And Paige isn’t a particularly Jewish Christian name either, so that doesn’t help when it comes to explaining myself. If I were a boy I’d at least have some tiny way of showing proof that I’m Jewish, but as a woman I only have my words to convince people. I find if I throw out the odd bit of matzah talk or the random oy vey, they tend to come around eventually. But regardless of the ridiculous clichés that surround every religion, I believe the desire to get a good deal is inherent in all human beings.
Recently while away for the weekend visiting a small town in the middle of nowhere, South Africa, I found myself in one of those shops where they sell Hike instead of Nike and Bollabings, instead of Billabongs. You know the kind.
When I asked the price of a particular pair of shoes and the shopkeeper told me they were R90, something primal kicked in and I managed to bargain him down to R70. But then when the time came to pay I just couldn’t bring myself to undercut the poor guy on a lousy pair of shoes, so I paid him the full R90 anyway.
A friend reckons that at that precise point my Jewish instinct and my Jewish guilt collided.
I didn’t really want to stiff the guy out of 20 bucks, I just wanted to know that I could have. The whole episode got me thinking about the lengths to which people go to get free stuff. Earlier this year a supermarket on the German/Danish border launched with an interesting opening special.
They offered their first 100 customers free groceries to the value of €270 (about R3 000), but to qualify they had to do their shopping completely naked. And so on an unfortunately chilly morning, the supermarket opened its doors and the naked people streamed in. The news footage isn’t nearly as sexy as I thought it was going to be. There’s something about nudity — it almost always looks better in your mind and in Hollywood movies, than in real life.

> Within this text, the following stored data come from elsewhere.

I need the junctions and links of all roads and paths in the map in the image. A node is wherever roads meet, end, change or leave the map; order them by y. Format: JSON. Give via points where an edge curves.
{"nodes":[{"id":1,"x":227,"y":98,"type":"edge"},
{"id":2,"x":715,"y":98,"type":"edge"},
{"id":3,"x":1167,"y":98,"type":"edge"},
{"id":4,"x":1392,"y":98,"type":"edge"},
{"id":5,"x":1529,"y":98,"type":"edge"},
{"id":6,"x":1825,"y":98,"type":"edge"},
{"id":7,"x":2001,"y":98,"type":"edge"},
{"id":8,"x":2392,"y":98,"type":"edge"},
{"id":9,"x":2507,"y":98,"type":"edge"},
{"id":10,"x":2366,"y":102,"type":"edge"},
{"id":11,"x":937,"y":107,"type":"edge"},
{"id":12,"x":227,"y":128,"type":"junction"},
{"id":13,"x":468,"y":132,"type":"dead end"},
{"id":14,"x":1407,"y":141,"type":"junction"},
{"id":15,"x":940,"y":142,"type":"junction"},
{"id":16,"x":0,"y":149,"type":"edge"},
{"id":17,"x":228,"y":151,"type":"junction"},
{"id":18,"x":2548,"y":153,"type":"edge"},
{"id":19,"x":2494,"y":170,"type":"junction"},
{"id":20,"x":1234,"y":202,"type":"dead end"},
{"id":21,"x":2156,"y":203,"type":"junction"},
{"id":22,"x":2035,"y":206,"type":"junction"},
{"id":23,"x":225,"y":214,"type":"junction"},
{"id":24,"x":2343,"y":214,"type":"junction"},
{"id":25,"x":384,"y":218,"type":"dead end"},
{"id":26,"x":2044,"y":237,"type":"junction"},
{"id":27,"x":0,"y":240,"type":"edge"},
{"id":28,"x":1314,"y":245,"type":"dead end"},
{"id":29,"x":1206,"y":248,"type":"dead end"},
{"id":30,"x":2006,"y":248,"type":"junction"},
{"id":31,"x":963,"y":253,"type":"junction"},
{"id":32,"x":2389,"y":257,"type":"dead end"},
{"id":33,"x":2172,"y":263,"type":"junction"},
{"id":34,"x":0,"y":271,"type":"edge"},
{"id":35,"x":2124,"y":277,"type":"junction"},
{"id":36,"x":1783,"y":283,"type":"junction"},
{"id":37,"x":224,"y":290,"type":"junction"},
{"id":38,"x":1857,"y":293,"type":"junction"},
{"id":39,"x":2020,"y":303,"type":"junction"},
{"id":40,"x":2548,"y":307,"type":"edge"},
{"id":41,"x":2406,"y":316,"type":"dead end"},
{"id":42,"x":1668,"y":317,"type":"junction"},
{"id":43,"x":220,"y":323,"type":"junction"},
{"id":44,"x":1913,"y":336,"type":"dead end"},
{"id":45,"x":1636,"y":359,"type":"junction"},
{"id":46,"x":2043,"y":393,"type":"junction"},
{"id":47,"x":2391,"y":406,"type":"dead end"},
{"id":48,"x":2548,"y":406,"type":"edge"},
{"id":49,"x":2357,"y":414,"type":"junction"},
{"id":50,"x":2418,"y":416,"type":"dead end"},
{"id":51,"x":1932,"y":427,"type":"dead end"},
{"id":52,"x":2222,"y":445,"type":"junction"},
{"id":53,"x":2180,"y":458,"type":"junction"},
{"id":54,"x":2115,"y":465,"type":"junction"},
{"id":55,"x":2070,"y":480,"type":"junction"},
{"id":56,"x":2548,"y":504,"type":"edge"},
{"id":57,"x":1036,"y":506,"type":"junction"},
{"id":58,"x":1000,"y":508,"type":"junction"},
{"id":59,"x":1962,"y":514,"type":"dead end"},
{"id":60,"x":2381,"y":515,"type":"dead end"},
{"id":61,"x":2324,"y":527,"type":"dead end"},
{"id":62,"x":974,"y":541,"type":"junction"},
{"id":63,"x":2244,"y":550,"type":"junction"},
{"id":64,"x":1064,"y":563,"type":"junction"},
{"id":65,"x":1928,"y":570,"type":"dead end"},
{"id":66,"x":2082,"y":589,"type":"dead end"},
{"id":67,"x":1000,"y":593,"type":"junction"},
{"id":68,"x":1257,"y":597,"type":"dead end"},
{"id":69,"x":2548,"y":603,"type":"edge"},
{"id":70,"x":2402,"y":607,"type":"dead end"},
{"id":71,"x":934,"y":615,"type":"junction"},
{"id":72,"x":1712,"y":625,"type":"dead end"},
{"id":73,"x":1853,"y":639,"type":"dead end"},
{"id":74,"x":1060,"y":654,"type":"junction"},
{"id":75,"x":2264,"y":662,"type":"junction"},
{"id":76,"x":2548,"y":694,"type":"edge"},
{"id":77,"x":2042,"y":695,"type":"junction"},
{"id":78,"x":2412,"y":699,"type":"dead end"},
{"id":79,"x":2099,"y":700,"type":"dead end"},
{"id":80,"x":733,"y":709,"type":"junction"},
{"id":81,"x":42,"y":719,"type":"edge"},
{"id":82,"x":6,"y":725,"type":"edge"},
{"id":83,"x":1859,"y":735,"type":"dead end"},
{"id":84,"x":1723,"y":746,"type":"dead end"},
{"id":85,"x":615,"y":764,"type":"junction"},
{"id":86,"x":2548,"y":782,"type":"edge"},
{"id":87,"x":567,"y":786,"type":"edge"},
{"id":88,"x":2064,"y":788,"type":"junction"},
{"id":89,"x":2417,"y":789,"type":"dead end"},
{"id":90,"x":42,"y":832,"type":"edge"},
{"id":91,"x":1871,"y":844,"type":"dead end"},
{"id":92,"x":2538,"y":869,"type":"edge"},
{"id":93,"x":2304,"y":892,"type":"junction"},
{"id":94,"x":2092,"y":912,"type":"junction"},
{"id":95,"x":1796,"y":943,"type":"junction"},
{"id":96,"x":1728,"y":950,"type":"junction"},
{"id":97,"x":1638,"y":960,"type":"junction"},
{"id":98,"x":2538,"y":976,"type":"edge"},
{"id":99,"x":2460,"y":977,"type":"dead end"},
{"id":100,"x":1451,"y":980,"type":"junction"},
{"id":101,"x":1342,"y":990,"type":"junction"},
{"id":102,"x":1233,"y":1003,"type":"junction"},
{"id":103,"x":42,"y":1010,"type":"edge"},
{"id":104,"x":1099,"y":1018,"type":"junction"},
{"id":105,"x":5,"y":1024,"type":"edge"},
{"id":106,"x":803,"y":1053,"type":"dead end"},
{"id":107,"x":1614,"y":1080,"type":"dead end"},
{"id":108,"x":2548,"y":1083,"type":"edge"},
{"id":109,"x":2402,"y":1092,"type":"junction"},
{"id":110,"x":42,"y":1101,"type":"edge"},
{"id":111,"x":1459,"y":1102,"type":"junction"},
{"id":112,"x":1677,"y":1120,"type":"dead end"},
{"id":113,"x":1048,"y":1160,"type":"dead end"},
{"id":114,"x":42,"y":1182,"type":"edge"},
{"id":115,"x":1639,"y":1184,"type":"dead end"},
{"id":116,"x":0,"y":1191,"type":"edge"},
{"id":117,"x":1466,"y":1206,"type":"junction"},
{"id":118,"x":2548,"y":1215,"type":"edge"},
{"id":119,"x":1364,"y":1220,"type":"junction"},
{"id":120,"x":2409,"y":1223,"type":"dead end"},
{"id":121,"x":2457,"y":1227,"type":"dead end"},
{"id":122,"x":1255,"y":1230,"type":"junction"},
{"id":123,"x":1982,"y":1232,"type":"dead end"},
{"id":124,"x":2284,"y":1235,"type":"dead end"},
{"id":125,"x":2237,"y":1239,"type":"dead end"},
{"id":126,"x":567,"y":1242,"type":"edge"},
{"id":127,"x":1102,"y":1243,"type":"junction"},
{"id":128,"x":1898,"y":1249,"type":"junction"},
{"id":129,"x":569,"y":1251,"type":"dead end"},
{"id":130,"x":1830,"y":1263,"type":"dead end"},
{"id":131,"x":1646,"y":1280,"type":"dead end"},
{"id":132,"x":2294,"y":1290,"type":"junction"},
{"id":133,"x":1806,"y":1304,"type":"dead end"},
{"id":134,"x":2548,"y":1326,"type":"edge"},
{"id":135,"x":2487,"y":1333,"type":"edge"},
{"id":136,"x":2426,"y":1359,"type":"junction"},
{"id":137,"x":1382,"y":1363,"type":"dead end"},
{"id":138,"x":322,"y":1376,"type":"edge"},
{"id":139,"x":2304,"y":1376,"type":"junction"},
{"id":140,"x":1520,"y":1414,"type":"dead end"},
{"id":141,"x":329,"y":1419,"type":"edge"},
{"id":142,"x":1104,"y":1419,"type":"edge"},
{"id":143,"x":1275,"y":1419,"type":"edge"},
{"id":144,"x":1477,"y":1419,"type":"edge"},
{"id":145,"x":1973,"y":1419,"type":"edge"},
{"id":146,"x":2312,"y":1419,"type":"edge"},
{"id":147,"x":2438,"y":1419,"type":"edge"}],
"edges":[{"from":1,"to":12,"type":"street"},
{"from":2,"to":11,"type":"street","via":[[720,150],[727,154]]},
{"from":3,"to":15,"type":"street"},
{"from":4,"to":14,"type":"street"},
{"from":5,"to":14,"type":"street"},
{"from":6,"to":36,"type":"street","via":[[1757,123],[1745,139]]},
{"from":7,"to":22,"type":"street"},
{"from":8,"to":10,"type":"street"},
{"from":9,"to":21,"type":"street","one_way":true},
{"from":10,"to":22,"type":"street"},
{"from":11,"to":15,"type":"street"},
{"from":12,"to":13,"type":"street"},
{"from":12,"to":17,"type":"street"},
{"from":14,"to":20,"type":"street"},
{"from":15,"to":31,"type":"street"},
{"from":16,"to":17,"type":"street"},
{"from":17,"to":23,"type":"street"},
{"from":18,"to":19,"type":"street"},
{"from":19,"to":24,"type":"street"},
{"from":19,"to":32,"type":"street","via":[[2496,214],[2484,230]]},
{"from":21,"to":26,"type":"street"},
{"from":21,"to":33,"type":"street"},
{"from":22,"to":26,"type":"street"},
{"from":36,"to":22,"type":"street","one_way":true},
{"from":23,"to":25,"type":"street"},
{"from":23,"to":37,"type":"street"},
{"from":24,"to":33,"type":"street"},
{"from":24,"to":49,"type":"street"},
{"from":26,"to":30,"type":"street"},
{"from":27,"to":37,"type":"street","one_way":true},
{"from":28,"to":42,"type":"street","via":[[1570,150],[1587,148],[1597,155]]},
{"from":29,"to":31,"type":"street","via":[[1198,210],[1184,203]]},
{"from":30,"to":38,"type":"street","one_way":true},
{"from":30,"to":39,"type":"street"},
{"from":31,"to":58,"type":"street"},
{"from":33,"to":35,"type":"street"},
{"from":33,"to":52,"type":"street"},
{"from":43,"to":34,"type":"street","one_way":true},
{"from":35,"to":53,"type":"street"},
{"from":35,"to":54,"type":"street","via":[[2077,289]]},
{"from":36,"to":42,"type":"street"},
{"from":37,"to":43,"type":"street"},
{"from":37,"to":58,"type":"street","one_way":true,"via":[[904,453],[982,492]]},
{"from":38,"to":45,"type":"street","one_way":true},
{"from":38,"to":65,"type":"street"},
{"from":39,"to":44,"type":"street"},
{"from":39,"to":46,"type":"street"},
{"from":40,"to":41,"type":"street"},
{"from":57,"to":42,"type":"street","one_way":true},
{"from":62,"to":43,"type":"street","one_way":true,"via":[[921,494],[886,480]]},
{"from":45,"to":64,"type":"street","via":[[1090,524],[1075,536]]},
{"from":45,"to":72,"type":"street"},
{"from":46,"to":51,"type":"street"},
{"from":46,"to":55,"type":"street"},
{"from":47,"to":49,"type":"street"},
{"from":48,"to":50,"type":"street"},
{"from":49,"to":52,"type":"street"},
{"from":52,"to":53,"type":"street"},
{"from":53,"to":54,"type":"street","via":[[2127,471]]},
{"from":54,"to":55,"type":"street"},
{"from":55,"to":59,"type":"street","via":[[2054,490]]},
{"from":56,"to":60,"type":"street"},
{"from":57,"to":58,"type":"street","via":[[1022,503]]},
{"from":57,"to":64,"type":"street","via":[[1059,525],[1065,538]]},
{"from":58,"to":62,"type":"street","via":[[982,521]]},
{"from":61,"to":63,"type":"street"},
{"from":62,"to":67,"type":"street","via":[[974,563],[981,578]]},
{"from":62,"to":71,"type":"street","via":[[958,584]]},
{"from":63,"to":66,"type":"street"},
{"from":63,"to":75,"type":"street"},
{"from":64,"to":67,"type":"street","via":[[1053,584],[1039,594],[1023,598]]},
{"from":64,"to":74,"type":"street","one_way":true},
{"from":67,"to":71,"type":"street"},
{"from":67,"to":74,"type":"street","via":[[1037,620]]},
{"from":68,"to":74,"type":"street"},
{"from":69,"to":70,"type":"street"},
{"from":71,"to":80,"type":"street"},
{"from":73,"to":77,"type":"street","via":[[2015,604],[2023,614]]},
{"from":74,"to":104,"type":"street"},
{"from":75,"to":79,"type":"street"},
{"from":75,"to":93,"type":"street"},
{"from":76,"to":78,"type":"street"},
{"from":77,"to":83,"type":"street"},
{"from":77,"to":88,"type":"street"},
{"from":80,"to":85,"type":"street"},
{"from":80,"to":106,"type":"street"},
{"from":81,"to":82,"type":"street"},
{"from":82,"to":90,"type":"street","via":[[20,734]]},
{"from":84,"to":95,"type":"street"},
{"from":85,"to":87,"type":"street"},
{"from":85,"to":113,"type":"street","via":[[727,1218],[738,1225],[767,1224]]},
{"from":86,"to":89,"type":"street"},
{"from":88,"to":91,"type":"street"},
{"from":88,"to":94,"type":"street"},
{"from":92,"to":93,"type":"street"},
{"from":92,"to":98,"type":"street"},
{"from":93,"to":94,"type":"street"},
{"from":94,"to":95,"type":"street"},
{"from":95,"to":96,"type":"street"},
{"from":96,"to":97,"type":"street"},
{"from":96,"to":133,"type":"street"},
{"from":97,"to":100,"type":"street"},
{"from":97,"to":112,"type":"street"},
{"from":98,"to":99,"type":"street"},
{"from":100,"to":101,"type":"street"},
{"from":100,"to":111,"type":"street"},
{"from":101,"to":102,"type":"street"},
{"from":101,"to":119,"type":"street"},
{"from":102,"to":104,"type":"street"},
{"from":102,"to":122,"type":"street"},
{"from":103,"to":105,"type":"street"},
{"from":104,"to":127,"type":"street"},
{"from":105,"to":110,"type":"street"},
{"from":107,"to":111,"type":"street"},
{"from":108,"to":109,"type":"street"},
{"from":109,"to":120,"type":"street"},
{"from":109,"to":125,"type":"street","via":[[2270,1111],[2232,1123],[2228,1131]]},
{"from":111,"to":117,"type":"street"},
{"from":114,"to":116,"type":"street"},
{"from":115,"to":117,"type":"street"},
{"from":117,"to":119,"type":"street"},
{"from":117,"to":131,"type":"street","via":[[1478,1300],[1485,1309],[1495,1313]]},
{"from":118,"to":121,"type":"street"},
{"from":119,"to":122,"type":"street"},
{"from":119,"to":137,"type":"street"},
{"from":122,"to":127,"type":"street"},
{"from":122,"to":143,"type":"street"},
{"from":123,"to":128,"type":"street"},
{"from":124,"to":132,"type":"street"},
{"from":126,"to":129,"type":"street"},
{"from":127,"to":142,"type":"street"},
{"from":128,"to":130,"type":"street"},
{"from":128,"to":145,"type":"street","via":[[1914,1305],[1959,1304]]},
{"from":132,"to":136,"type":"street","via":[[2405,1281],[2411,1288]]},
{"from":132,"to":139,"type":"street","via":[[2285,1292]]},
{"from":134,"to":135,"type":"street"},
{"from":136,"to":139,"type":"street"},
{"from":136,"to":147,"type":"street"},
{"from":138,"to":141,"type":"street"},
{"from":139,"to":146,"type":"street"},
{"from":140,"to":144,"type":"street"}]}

If you don’t believe me visit a nudist beach some time. Gravity and lighting are simply not on our side. In the clips on YouTube you can watch as more than 100 Germans and Danes cruise the supermarket loading up their trolleys in nothing but their socks. It all just feels a little unhygienic to me. I don’t know why — I didn’t see a single one roll around naked among the cabbages, or fondle a zucchini — but still, just the thought of all that nakedness around my food kind of leaves a bad taste in my mouth. Perhaps it would have been a more appropriate promotional idea for a clothing store? Arrive naked, leave clothed. Not arrive naked and leave naked, but with
toilet paper and milk.
Not surprisingly, in the footage 99% of the shoppers made a naked bee-line for the alcohol aisle, where they filled their trolleys with bottles and bottles of booze. I suppose you can’t blame them, they’re all going to have to drink an awful lot to forget what they’ve seen. Personally I’d have to drink way more than R3 000 worth of booze to get over watching a 60-year-old, obese,
naked German man reaching for the Frangelico on the top shelf.
I tell you what they should have been buying instead of alcohol: clothes or salad perhaps. So yes, while there are a lot of things I would be willing to do to get a good deal, walking around a supermarket naked, clutching my shopping list, would not be one of them. And if you disagree with me, just look around next time you’re at your local Checkers and imagine all those people naked. Clean-up in aisle three, I repeat, clean-up in aisle three!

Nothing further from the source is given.